Gather each line of the entries below that includes "roads".

DATASET CONTENT →
********************

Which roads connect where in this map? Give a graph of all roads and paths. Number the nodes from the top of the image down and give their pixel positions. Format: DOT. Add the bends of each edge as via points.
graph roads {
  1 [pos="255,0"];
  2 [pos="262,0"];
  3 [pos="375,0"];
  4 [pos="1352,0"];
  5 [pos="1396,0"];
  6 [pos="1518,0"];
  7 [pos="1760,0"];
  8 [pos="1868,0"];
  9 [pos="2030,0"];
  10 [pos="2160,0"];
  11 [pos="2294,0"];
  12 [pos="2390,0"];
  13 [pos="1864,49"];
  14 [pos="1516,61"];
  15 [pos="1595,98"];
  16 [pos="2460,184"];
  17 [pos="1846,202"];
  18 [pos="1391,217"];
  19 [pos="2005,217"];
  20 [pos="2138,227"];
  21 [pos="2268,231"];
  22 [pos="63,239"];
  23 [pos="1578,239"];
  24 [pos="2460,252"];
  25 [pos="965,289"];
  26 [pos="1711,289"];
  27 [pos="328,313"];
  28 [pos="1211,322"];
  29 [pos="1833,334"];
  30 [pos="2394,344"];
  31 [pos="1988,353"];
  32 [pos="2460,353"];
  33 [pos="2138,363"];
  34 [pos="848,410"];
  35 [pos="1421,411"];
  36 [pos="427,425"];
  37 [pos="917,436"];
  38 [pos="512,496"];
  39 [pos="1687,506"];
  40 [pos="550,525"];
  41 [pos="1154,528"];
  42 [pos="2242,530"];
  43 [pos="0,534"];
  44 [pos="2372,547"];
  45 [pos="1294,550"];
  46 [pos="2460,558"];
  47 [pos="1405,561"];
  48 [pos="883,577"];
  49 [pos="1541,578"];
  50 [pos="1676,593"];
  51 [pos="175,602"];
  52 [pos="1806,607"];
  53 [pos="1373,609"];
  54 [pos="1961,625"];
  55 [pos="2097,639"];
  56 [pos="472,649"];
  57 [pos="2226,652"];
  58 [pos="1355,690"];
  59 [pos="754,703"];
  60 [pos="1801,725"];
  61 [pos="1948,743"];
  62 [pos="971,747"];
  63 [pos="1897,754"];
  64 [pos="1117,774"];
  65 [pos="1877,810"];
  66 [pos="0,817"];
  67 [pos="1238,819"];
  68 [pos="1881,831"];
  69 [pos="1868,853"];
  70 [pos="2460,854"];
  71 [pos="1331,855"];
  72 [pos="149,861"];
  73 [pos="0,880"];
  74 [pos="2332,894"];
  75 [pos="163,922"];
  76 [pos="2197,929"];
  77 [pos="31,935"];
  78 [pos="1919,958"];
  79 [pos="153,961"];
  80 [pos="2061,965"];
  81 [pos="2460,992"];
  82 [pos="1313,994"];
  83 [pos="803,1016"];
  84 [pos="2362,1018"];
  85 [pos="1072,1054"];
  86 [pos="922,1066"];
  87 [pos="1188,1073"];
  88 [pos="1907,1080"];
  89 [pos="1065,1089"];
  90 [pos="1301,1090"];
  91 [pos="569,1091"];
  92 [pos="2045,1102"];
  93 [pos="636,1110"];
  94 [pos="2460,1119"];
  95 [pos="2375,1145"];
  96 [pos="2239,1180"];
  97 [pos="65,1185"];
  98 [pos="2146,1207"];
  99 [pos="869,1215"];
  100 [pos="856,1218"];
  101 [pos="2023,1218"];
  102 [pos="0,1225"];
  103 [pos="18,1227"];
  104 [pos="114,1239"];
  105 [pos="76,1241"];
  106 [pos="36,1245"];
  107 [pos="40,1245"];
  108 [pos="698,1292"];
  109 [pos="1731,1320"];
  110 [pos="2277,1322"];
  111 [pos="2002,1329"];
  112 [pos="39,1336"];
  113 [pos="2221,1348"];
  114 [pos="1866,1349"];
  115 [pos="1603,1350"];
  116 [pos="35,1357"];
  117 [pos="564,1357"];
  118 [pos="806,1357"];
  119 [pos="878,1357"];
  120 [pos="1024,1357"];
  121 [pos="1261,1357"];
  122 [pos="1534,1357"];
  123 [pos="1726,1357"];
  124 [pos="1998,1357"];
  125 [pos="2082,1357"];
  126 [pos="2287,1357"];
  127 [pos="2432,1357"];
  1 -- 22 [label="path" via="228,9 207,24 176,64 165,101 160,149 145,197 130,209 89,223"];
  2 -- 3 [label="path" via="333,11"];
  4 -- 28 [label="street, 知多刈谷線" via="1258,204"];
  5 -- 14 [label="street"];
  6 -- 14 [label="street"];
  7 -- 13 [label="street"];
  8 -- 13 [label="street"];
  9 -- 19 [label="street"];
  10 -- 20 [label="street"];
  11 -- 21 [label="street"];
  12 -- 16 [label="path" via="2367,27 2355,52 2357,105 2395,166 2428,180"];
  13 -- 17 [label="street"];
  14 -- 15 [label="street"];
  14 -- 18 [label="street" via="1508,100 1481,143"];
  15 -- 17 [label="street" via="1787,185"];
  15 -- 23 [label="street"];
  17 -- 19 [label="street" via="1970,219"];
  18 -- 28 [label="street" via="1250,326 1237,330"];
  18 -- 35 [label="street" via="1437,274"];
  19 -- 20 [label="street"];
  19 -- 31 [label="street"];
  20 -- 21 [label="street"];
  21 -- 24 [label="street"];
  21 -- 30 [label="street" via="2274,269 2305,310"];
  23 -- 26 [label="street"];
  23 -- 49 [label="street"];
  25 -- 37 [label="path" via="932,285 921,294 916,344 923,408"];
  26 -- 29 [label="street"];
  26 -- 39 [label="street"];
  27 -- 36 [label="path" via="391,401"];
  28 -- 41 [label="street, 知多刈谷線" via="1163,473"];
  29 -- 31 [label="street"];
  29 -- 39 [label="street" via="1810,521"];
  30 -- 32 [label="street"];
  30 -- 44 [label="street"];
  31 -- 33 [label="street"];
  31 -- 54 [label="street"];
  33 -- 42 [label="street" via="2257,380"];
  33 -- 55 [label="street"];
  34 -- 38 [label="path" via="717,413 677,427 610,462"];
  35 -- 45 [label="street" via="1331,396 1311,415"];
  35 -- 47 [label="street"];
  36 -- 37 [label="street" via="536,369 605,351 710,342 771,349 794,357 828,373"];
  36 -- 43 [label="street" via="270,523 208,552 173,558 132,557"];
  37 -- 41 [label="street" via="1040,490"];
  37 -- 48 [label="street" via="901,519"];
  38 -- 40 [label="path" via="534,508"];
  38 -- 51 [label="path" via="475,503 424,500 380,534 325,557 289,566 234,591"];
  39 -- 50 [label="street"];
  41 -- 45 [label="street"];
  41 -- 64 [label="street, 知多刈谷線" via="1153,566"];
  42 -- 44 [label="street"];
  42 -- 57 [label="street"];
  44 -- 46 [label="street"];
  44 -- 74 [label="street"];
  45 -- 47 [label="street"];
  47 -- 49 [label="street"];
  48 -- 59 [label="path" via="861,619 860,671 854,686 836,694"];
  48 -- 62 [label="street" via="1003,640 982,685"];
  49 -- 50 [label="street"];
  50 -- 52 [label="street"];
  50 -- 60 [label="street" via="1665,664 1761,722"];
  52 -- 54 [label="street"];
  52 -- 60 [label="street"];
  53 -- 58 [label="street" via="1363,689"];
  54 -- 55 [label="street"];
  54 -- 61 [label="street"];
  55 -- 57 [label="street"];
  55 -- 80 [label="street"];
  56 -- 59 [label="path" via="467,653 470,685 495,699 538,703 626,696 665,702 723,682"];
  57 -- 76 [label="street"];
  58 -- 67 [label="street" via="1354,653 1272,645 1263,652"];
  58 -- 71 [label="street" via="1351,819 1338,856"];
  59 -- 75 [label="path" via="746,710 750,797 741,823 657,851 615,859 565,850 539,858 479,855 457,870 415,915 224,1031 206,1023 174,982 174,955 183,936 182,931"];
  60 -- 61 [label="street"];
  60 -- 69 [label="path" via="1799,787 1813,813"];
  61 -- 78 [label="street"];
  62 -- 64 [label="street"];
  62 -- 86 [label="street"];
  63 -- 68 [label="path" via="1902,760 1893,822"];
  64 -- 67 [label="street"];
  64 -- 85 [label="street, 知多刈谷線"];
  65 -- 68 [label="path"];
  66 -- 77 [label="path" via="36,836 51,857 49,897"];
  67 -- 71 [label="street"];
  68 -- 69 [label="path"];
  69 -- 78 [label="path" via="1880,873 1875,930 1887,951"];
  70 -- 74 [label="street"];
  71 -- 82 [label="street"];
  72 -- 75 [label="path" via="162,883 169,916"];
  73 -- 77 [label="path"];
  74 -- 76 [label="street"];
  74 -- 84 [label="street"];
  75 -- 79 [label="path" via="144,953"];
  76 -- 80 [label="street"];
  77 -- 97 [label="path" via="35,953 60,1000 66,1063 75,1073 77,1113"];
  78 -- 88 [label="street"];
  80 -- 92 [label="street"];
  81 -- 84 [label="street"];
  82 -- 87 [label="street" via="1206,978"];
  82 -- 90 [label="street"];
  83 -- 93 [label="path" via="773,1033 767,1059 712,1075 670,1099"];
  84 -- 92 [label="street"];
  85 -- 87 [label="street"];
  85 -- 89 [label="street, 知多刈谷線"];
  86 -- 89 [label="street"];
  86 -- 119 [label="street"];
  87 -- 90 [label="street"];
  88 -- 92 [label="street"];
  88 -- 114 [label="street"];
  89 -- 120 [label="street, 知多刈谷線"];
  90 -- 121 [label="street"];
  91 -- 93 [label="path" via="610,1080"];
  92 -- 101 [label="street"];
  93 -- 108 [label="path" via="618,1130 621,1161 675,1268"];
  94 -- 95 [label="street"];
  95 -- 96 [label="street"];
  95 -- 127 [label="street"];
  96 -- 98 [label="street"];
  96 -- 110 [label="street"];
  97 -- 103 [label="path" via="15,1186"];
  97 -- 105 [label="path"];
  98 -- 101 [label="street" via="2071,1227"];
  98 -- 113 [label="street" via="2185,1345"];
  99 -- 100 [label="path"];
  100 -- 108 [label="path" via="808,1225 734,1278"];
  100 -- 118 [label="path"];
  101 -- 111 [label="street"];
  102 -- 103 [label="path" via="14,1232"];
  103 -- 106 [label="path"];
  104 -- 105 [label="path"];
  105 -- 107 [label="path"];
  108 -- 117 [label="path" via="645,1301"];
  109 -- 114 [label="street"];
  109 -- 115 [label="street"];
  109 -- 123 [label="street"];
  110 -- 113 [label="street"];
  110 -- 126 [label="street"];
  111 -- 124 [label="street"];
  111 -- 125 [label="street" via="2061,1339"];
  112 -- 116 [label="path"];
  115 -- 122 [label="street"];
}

********************

RESULT OF THE TASK →
Which roads connect where in this map? Give a graph of all roads and paths. Number the nodes from the top of the image down and give their pixel positions. Format: DOT. Add the bends of each edge as via points.
graph roads {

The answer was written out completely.